In this arena of the comparison COP barely takes the crown for the Return on Equity measurement which measures the ability of a company's profitability by taking the amount of net income returned as a percentage of shareholders equity. Where COP wins by a really big landslide is the dividend payout. COP sports a 4.5% dividend yield while the other two don't even hit 1%. If you believe the market is due for a correction soon with the whole "Sell in May and go away" theory then I believe you might want to park your money in COP where you'll at least have some yield support that makes it more than a savings account. In fact, I'd go as far as actually putting your money in a savings account rather than EOG and APC with their miniscule dividends.


Dividend (%)

ROE (%)











The relative strength index for COP depicts an upward trend with a value of 52, where a value of 70 would indicate that it is overbought, making a case that there is some more room to run for this stock. The regular chart shows that the stock is barely above its 50 and 20-day simple moving averages with a ceiling of resistance around $59.51 and a floor of support at a value of $57.84. I believe the stock will test resistance first as the RSI is in the upward trend along with the moving average convergence-divergence graph. The MACD chart shows a bullish upward trend showing that there is major momentum to the upside for the stock.

Recent News

  1. COP reported on 25Apr13 Q1 earnings of $1.42 which were in line with analysts expectations.
  2. Total production was 1.596 million barrels oil equivalent/day.
  3. Production at the Eagle Ford, Bakken and Permian fields rose 42% year over year
  4. Oil sands production was up 30% year over year
  5. Q2 guidance is expected to be 1,440-1,470 million barrels oil equivalent/day


Slow and steady wins the race. COP shows that it is relatively inexpensive to its peers with a high dividend yield and very good near term technicals to support a good starting position right here. Though it may seem that APC and EOG may be more of high-flyers in terms of capital appreciation I am sticking to COP because of its beautiful dividend during the "Sell in May" time frame. I may evaluate again after the summer months have passed and football season has started and switch over to capital appreciation mode. But for now I like COP and will be making some purchases into it.

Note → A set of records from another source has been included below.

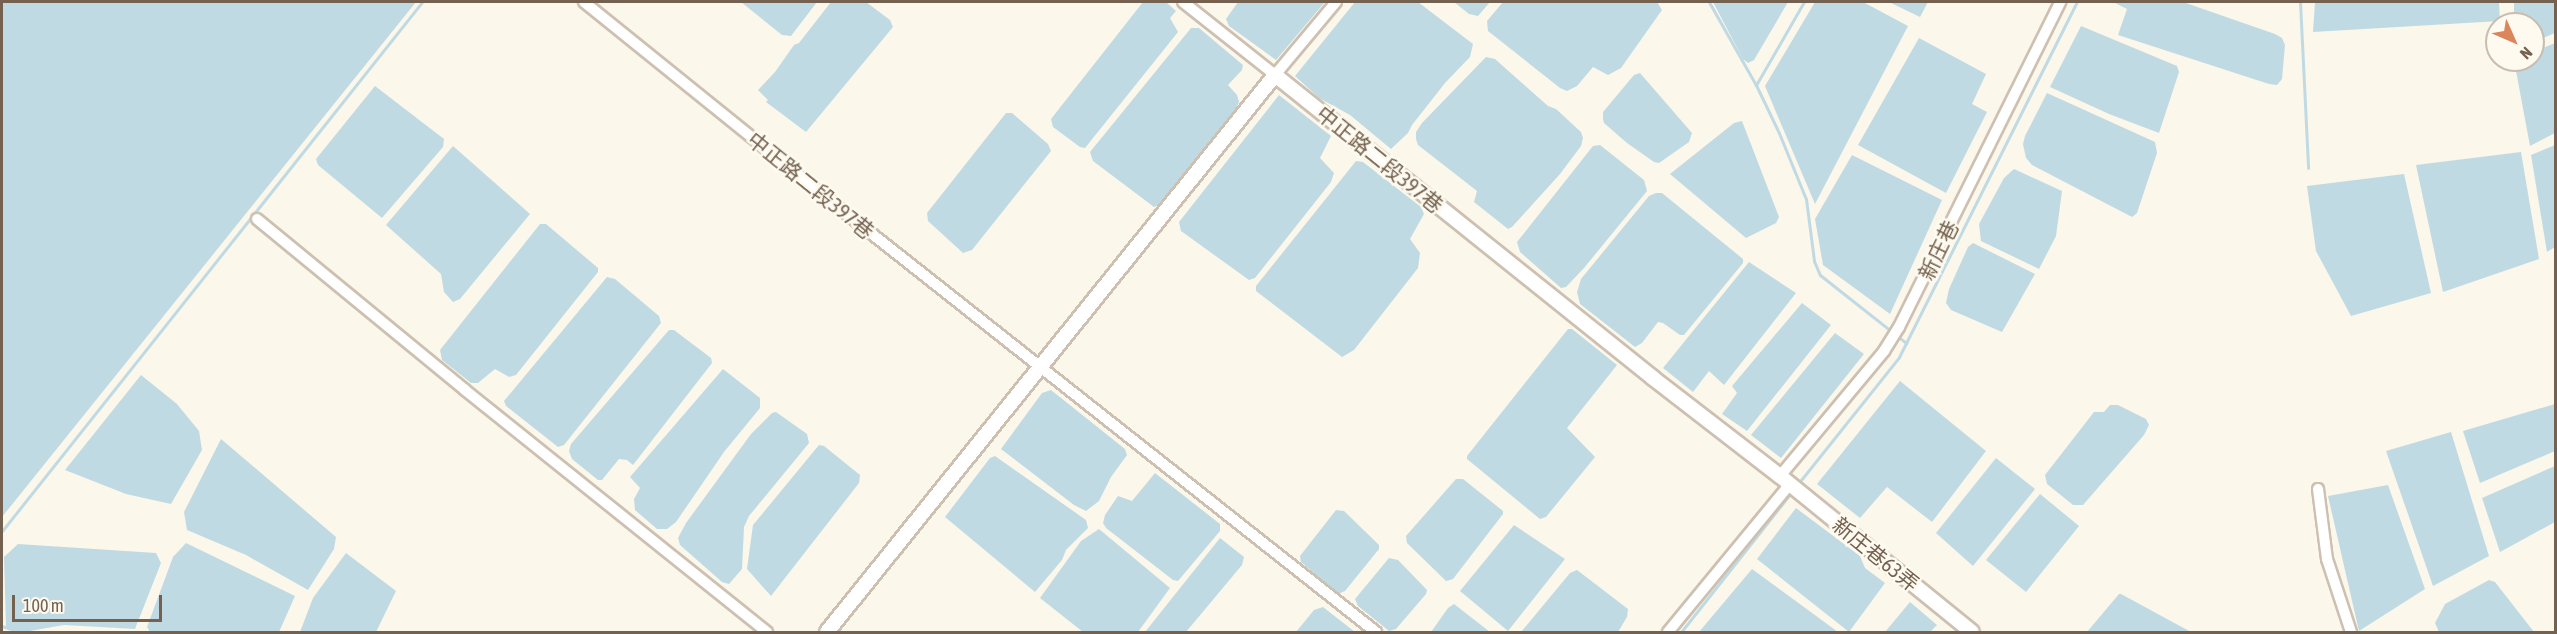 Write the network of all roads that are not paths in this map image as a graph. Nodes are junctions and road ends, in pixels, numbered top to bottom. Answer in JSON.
{"nodes":[{"id":1,"x":584,"y":2,"type":"edge"},
{"id":2,"x":1183,"y":2,"type":"edge"},
{"id":3,"x":1336,"y":2,"type":"edge"},
{"id":4,"x":2060,"y":2,"type":"edge"},
{"id":5,"x":1275,"y":75,"type":"junction"},
{"id":6,"x":257,"y":219,"type":"dead end"},
{"id":7,"x":1040,"y":367,"type":"junction"},
{"id":8,"x":1785,"y":480,"type":"junction"},
{"id":9,"x":2318,"y":489,"type":"dead end"},
{"id":10,"x":767,"y":633,"type":"edge"},
{"id":11,"x":828,"y":633,"type":"edge"},
{"id":12,"x":1376,"y":633,"type":"edge"},
{"id":13,"x":1668,"y":633,"type":"edge"},
{"id":14,"x":1972,"y":633,"type":"edge"},
{"id":15,"x":2351,"y":633,"type":"edge"}],
"edges":[{"from":1,"to":7,"type":"street","name":"中正路二段397巷"},
{"from":2,"to":5,"type":"street"},
{"from":3,"to":5,"type":"street"},
{"from":4,"to":8,"type":"street","name":"新庄巷"},
{"from":5,"to":7,"type":"street"},
{"from":5,"to":8,"type":"street","name":"中正路二段397巷"},
{"from":6,"to":10,"type":"street"},
{"from":7,"to":11,"type":"street"},
{"from":7,"to":12,"type":"street","name":"中正路二段397巷"},
{"from":8,"to":13,"type":"street","name":"新庄巷"},
{"from":8,"to":14,"type":"street","name":"新庄巷63弄"},
{"from":9,"to":15,"type":"street"}]}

These are only my personal opinions and you should do your own homework. Only you are responsible for what you trade and happy investing!

Disclosure: I am long COP, PSX. I wrote this article myself, and it expresses my own opinions. I am not receiving compensation for it (other than from Seeking Alpha). I have no business relationship with any company whose stock is mentioned in this article.